### Task requirements
Report each line of the entries below that has the word "numbered" in it.

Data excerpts

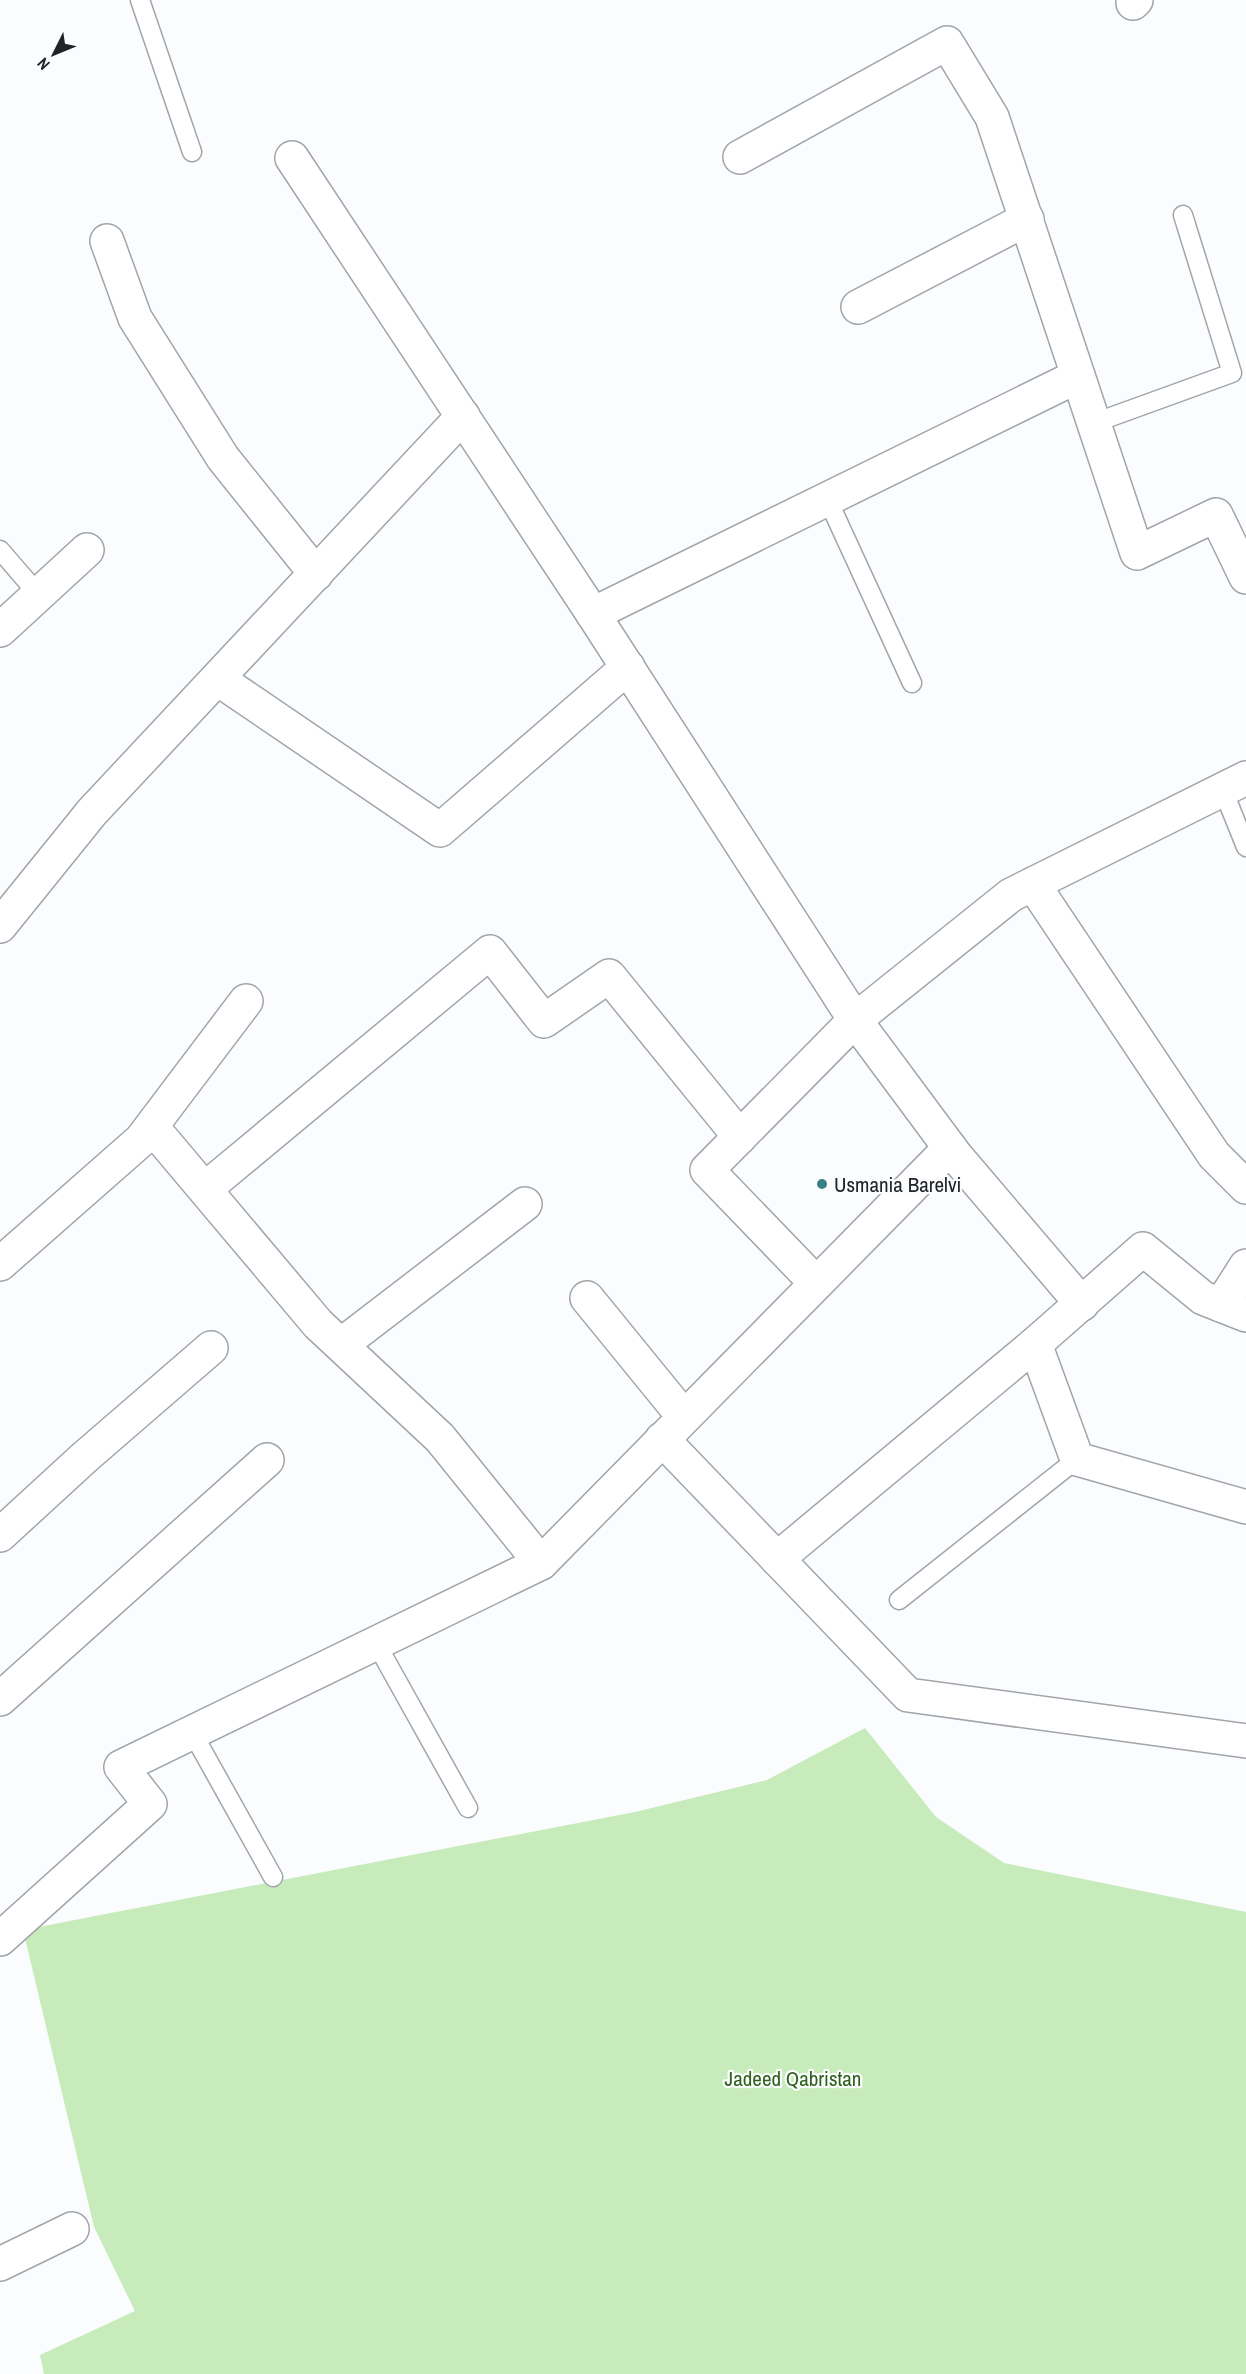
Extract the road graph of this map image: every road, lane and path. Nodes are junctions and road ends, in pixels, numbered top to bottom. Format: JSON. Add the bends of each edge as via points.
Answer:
{"nodes":[{"id":1,"x":140,"y":0,"type":"edge"},
{"id":2,"x":192,"y":152,"type":"dead end"},
{"id":3,"x":740,"y":157,"type":"dead end"},
{"id":4,"x":292,"y":158,"type":"dead end"},
{"id":5,"x":1183,"y":215,"type":"dead end"},
{"id":6,"x":1027,"y":219,"type":"junction"},
{"id":7,"x":107,"y":241,"type":"dead end"},
{"id":8,"x":858,"y":307,"type":"dead end"},
{"id":9,"x":1078,"y":376,"type":"junction"},
{"id":10,"x":462,"y":416,"type":"junction"},
{"id":11,"x":1094,"y":423,"type":"junction"},
{"id":12,"x":827,"y":498,"type":"junction"},
{"id":13,"x":0,"y":550,"type":"edge"},
{"id":14,"x":87,"y":550,"type":"dead end"},
{"id":15,"x":316,"y":574,"type":"junction"},
{"id":16,"x":1246,"y":577,"type":"edge"},
{"id":17,"x":38,"y":594,"type":"junction"},
{"id":18,"x":593,"y":614,"type":"junction"},
{"id":19,"x":0,"y":630,"type":"edge"},
{"id":20,"x":628,"y":667,"type":"junction"},
{"id":21,"x":218,"y":679,"type":"junction"},
{"id":22,"x":912,"y":683,"type":"dead end"},
{"id":23,"x":1235,"y":784,"type":"edge"},
{"id":24,"x":1246,"y":847,"type":"edge"},
{"id":25,"x":1034,"y":884,"type":"junction"},
{"id":26,"x":0,"y":926,"type":"edge"},
{"id":27,"x":246,"y":1001,"type":"dead end"},
{"id":28,"x":855,"y":1020,"type":"junction"},
{"id":29,"x":152,"y":1127,"type":"junction"},
{"id":30,"x":740,"y":1137,"type":"junction"},
{"id":31,"x":950,"y":1148,"type":"junction"},
{"id":32,"x":1246,"y":1186,"type":"edge"},
{"id":33,"x":205,"y":1189,"type":"junction"},
{"id":34,"x":525,"y":1204,"type":"dead end"},
{"id":35,"x":0,"y":1264,"type":"edge"},
{"id":36,"x":1246,"y":1266,"type":"edge"},
{"id":37,"x":816,"y":1283,"type":"junction"},
{"id":38,"x":587,"y":1298,"type":"dead end"},
{"id":39,"x":1082,"y":1304,"type":"junction"},
{"id":40,"x":1234,"y":1310,"type":"edge"},
{"id":41,"x":1035,"y":1344,"type":"junction"},
{"id":42,"x":341,"y":1345,"type":"junction"},
{"id":43,"x":211,"y":1348,"type":"dead end"},
{"id":44,"x":673,"y":1428,"type":"junction"},
{"id":45,"x":1077,"y":1459,"type":"junction"},
{"id":46,"x":267,"y":1460,"type":"dead end"},
{"id":47,"x":1246,"y":1507,"type":"edge"},
{"id":48,"x":0,"y":1535,"type":"edge"},
{"id":49,"x":777,"y":1559,"type":"junction"},
{"id":50,"x":541,"y":1563,"type":"junction"},
{"id":51,"x":899,"y":1600,"type":"dead end"},
{"id":52,"x":376,"y":1643,"type":"junction"},
{"id":53,"x":0,"y":1699,"type":"edge"},
{"id":54,"x":192,"y":1732,"type":"junction"},
{"id":55,"x":1246,"y":1741,"type":"edge"},
{"id":56,"x":468,"y":1808,"type":"dead end"},
{"id":57,"x":273,"y":1877,"type":"dead end"},
{"id":58,"x":0,"y":1939,"type":"edge"},
{"id":59,"x":72,"y":2229,"type":"dead end"},
{"id":60,"x":0,"y":2264,"type":"edge"}],
"edges":[{"from":1,"to":2,"type":"lane"},
{"from":3,"to":6,"type":"street","via":[[947,44],[992,117]]},
{"from":4,"to":10,"type":"street"},
{"from":5,"to":11,"type":"lane","via":[[1232,373]]},
{"from":6,"to":8,"type":"street"},
{"from":6,"to":9,"type":"street"},
{"from":7,"to":15,"type":"street","via":[[135,318],[191,408],[223,458]]},
{"from":9,"to":11,"type":"street"},
{"from":9,"to":12,"type":"street"},
{"from":10,"to":15,"type":"street"},
{"from":10,"to":18,"type":"street"},
{"from":11,"to":16,"type":"street","via":[[1137,553],[1216,515]]},
{"from":12,"to":18,"type":"street"},
{"from":12,"to":22,"type":"lane"},
{"from":13,"to":17,"type":"lane"},
{"from":14,"to":17,"type":"street"},
{"from":15,"to":21,"type":"street"},
{"from":17,"to":19,"type":"street"},
{"from":18,"to":20,"type":"street"},
{"from":20,"to":21,"type":"street","via":[[440,830]]},
{"from":20,"to":28,"type":"street"},
{"from":21,"to":26,"type":"street","via":[[93,812]]},
{"from":23,"to":24,"type":"lane"},
{"from":23,"to":25,"type":"street"},
{"from":25,"to":28,"type":"street","via":[[1011,895]]},
{"from":25,"to":32,"type":"street","via":[[1214,1155]]},
{"from":27,"to":29,"type":"street"},
{"from":28,"to":30,"type":"street"},
{"from":28,"to":31,"type":"street"},
{"from":29,"to":33,"type":"street"},
{"from":29,"to":35,"type":"street"},
{"from":30,"to":33,"type":"street","via":[[609,976],[544,1021],[490,952]]},
{"from":30,"to":37,"type":"street","via":[[707,1170]]},
{"from":31,"to":37,"type":"street"},
{"from":31,"to":39,"type":"street"},
{"from":33,"to":42,"type":"street","via":[[318,1324]]},
{"from":34,"to":42,"type":"street"},
{"from":36,"to":40,"type":"street"},
{"from":37,"to":44,"type":"street"},
{"from":38,"to":44,"type":"street"},
{"from":39,"to":40,"type":"street","via":[[1143,1249],[1203,1298]]},
{"from":39,"to":41,"type":"street"},
{"from":41,"to":45,"type":"street"},
{"from":41,"to":49,"type":"street"},
{"from":42,"to":50,"type":"street","via":[[440,1438]]},
{"from":43,"to":48,"type":"street"},
{"from":44,"to":49,"type":"street"},
{"from":44,"to":50,"type":"street"},
{"from":45,"to":47,"type":"street"},
{"from":45,"to":51,"type":"lane"},
{"from":46,"to":53,"type":"street"},
{"from":49,"to":55,"type":"street","via":[[908,1695]]},
{"from":50,"to":52,"type":"street"},
{"from":52,"to":54,"type":"street"},
{"from":52,"to":56,"type":"lane"},
{"from":54,"to":57,"type":"lane"},
{"from":54,"to":58,"type":"street","via":[[121,1767],[150,1804]]},
{"from":59,"to":60,"type":"street"}]}
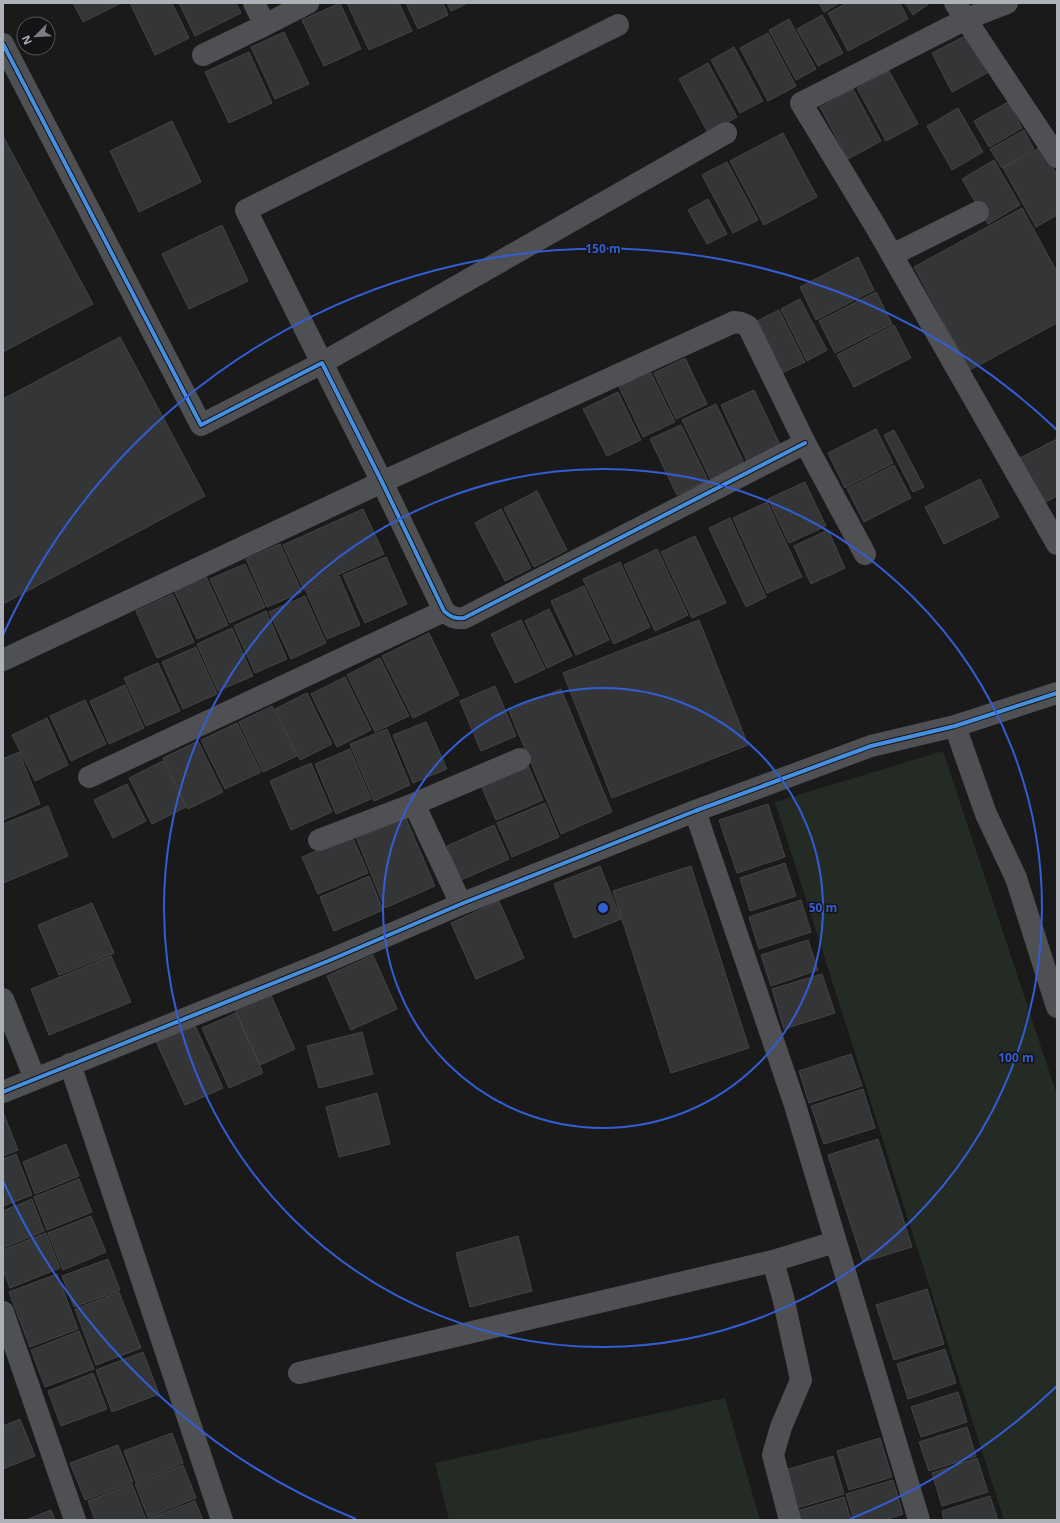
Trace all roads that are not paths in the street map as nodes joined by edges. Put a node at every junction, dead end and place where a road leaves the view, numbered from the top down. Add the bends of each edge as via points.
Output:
1 (254, 3) edge
2 (308, 3) edge
3 (1007, 3) edge
4 (961, 11) edge
5 (265, 25) junction
6 (618, 25) dead end
7 (3, 44) edge
8 (203, 55) dead end
9 (726, 133) dead end
10 (1057, 157) edge
11 (978, 212) dead end
12 (892, 254) junction
13 (322, 363) junction
14 (805, 443) junction
15 (382, 482) junction
16 (1050, 516) edge
17 (1057, 544) edge
18 (865, 554) dead end
19 (444, 611) junction
20 (3, 660) edge
21 (1057, 693) edge
22 (955, 726) junction
23 (520, 759) dead end
24 (89, 777) dead end
25 (414, 804) junction
26 (695, 811) junction
27 (319, 840) dead end
28 (461, 904) junction
29 (3, 999) edge
30 (1057, 1007) edge
31 (70, 1064) junction
32 (35, 1079) junction
33 (3, 1092) edge
34 (836, 1242) junction
35 (773, 1261) junction
36 (3, 1312) edge
37 (299, 1373) dead end
38 (75, 1520) edge
39 (222, 1520) edge
40 (790, 1520) edge
41 (919, 1520) edge

1 - 5 street
2 - 5 street
3 - 4 street
4 - 10 street
4 - 12 street via 801,103
5 - 8 street
6 - 13 street via 246,210
7 - 13 street via 201,425
9 - 13 street
11 - 12 street
12 - 16 street
13 - 15 street
14 - 15 street via 748,326 734,322
14 - 18 street
14 - 19 street via 464,618 456,619
15 - 19 street
15 - 20 street
16 - 17 street
19 - 24 street
21 - 22 street
22 - 26 street via 871,746
22 - 30 street via 986,814 1016,878
23 - 25 street
25 - 27 street
25 - 28 street
26 - 28 street
26 - 34 street via 796,1105
28 - 31 street via 328,961
29 - 32 street
31 - 32 street
31 - 39 street
32 - 33 street
34 - 35 street
34 - 41 street
35 - 37 street
35 - 40 street via 801,1380 781,1427 773,1455
36 - 38 street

### Output of the exercise
Extract the road graph of this map image: every road, lane and path. Nodes are junctions and road ends, in pixels, numbered top to bottom. Format: JSON. Add the bends of each edge as via points.
Trace all roads that are not paths in the street map as nodes joined by edges. Put a node at every junction, dead end and place where a road leaves the view, numbered from the top down. Add the bends of each edge as via points.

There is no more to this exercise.